Tamir Israel, lawyer for Canadian Internet Policy and Public Interest Clinic (CIPPIC) based in Ottawa, agrees.

He said the FTC is more geared towards tackling business competition issues. “The FTC has no specific legislation to address privacy issues, it needs comprehensive privacy statues.”

Meanwhile in Canada, the Stoddart’s office if primarily concerned with privacy issues, but is does not have the enough enforcement powers, Israel said. “FTC and the commission operate differently. FTC can level fines while the Privacy Commission can only put forward recommendations.”

“If you can’t fine or penalize erring companies then these organizations will not have enough incentive to follow rules,” Israel said.

Google keeps getting a pass

Privacy advocate Jeffrey Chester, executive director of the Center for Digital Democracy, said the FTC “keeps giving Google a free pass to collect consumer data.”

Since early 2008, Google has gotten permission from the FTC and the U.S. Department of Justice to acquire DoubleClick and Admob, Chester noted.

“While Canadian and other regulators are in hot pursuit of Google’s Wi-Fi data collection practices, the FTC has dropped its own investigation,” he said. “Google’s own flip-flops on this issue — ‘no we didn’t collect, yes we did’ — suggest that much more should be done to investigate how Google has created a culture of online data collection that threatens consumer privacy.”

What can Canadians?

What steps should Canadian officials take?

The same steps that other nations have taken – demand the deletion of the data pertinent to Canadian citizens and outline acceptable criteria under which Google can demonstrate compliance, according to Quin of Info-Tech.

Hayden of the Privacy Commissioner’s office said that is just what they will do.

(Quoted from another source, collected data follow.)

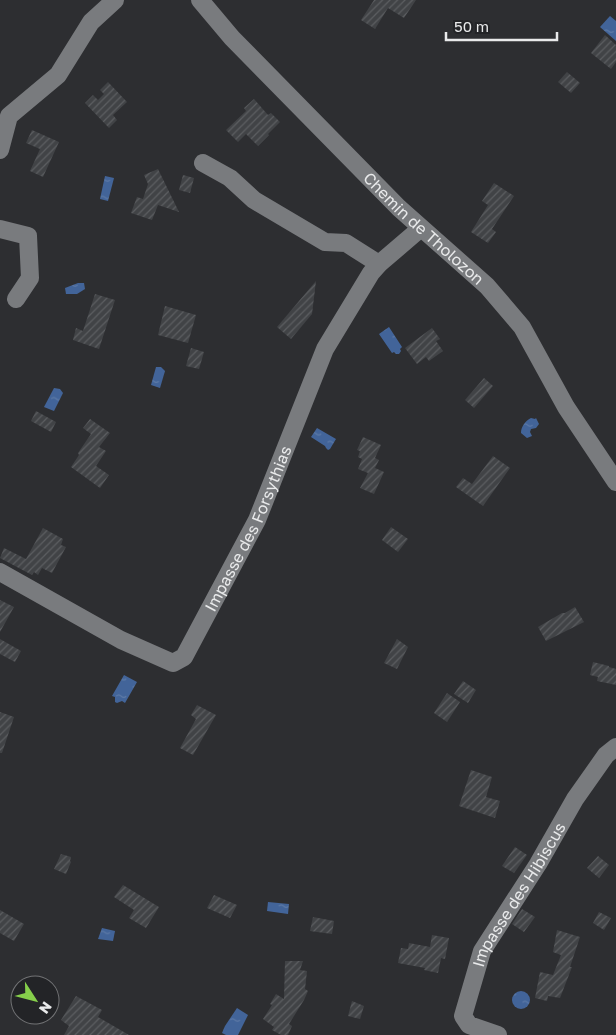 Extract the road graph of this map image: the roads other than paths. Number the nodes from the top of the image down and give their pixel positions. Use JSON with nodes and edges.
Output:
{"nodes":[{"id":1,"x":116,"y":0,"type":"edge"},
{"id":2,"x":200,"y":0,"type":"edge"},
{"id":3,"x":0,"y":150,"type":"edge"},
{"id":4,"x":203,"y":163,"type":"dead end"},
{"id":5,"x":421,"y":228,"type":"junction"},
{"id":6,"x":0,"y":229,"type":"edge"},
{"id":7,"x":379,"y":264,"type":"junction"},
{"id":8,"x":16,"y":299,"type":"dead end"},
{"id":9,"x":616,"y":482,"type":"edge"},
{"id":10,"x":0,"y":572,"type":"edge"},
{"id":11,"x":616,"y":747,"type":"edge"},
{"id":12,"x":498,"y":1035,"type":"edge"}],
"edges":[{"from":1,"to":3,"type":"street"},
{"from":2,"to":5,"type":"street","name":"Chemin de Tholozon"},
{"from":4,"to":7,"type":"street"},
{"from":5,"to":7,"type":"street","name":"Impasse des Forsythias"},
{"from":5,"to":9,"type":"street","name":"Chemin de Tholozon"},
{"from":6,"to":8,"type":"street"},
{"from":7,"to":10,"type":"street","name":"Impasse des Forsythias"},
{"from":11,"to":12,"type":"street","name":"Impasse des Hibiscus"}]}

The commission will continue to demand the following:

  1. That Google re-examine and improve the privacy training it provides all its employees, with the goal of increasing staff awareness and understanding of Google’s obligations under privacy laws


  1. That Google re-examine and improve the privacy training it provides all its employees, with the goal of increasing staff awareness and understanding of Google’s obligations under privacy laws.
  1. That Google ensure it has a governance model in place that includes:

– effective controls to ensure that all necessary procedures to protect privacy have been duly followed prior to the launch of any product;

– clearly designated and identified individuals actively involved in the process and accountable for compliance with Google’s obligations under privacy laws.

  1. That Google delete the Canadian payload data it collected, to the extent that Google is allowed to do so under Canadian and U.S. laws. If the Canadian payload data cannot immediately be deleted, the data needs to be properly safeguarded and access thereto is to be restricted.

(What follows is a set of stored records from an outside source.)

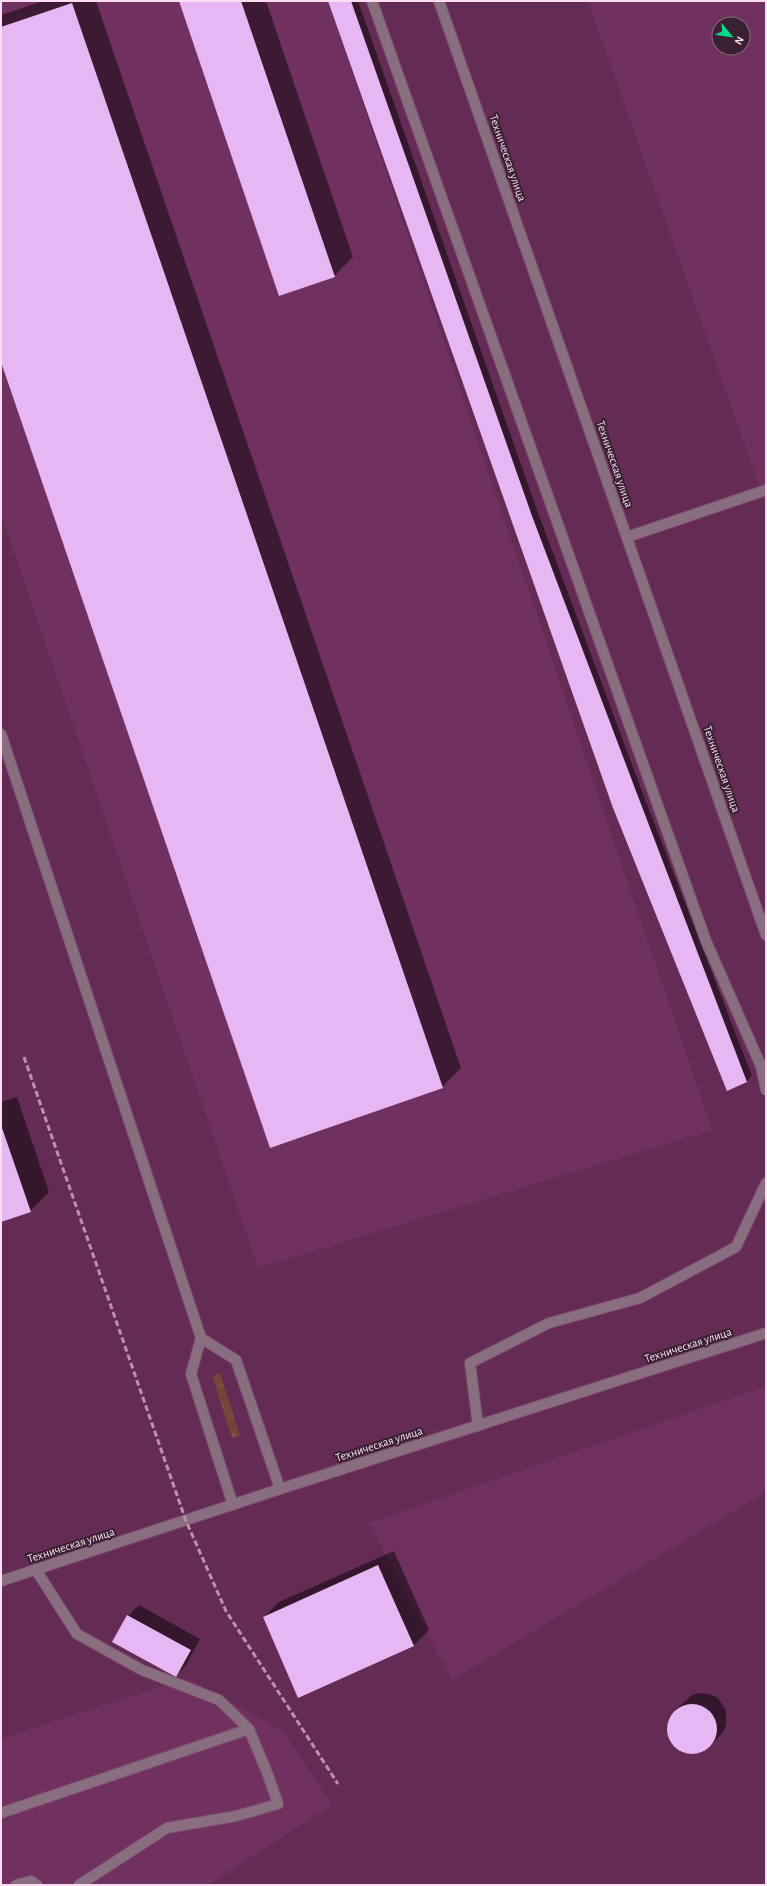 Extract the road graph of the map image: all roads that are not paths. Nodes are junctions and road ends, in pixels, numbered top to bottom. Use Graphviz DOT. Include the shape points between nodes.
graph roads {
  1 [pos="372,1"];
  2 [pos="439,1"];
  3 [pos="766,490"];
  4 [pos="627,537"];
  5 [pos="1,734"];
  6 [pos="766,935"];
  7 [pos="766,1090"];
  8 [pos="766,1182"];
  9 [pos="766,1333"];
  10 [pos="202,1338"];
  11 [pos="478,1426"];
  12 [pos="280,1489"];
  13 [pos="233,1505"];
  14 [pos="36,1570"];
  15 [pos="1,1581"];
  16 [pos="249,1729"];
  17 [pos="1,1813"];
  18 [pos="16,1885"];
  19 [pos="37,1885"];
  20 [pos="79,1885"];
  1 -- 7 [label="street" via="706,942 761,1066"];
  2 -- 4 [label="street, Техническая улица"];
  3 -- 4 [label="street"];
  4 -- 6 [label="street, Техническая улица"];
  5 -- 10 [label="street"];
  8 -- 11 [label="street" via="736,1247 640,1298 549,1323 470,1363"];
  9 -- 11 [label="street, Техническая улица"];
  10 -- 12 [label="street" via="236,1360"];
  10 -- 13 [label="street" via="191,1374"];
  11 -- 12 [label="street, Техническая улица"];
  12 -- 13 [label="street, Техническая улица"];
  13 -- 14 [label="street, Техническая улица"];
  14 -- 15 [label="street, Техническая улица"];
  14 -- 16 [label="street" via="77,1634 142,1670 219,1700"];
  16 -- 17 [label="street"];
  16 -- 20 [label="street" via="278,1804 236,1816 168,1828"];
  18 -- 19 [label="street" via="31,1881"];
}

Quin also said the entire situation would have been completely avoidable if people had just exercised a little caution.

“Under no circumstances should a wireless network ever NOT be encrypted,” he said.

Everyone with a wireless network should ensure that encryption is enabled and, for greater security, turn off SSID broadcasting.

“Doing the latter essentially stops the router from shouting ‘here I am, come connect to me’ to every device in range,” said Quin.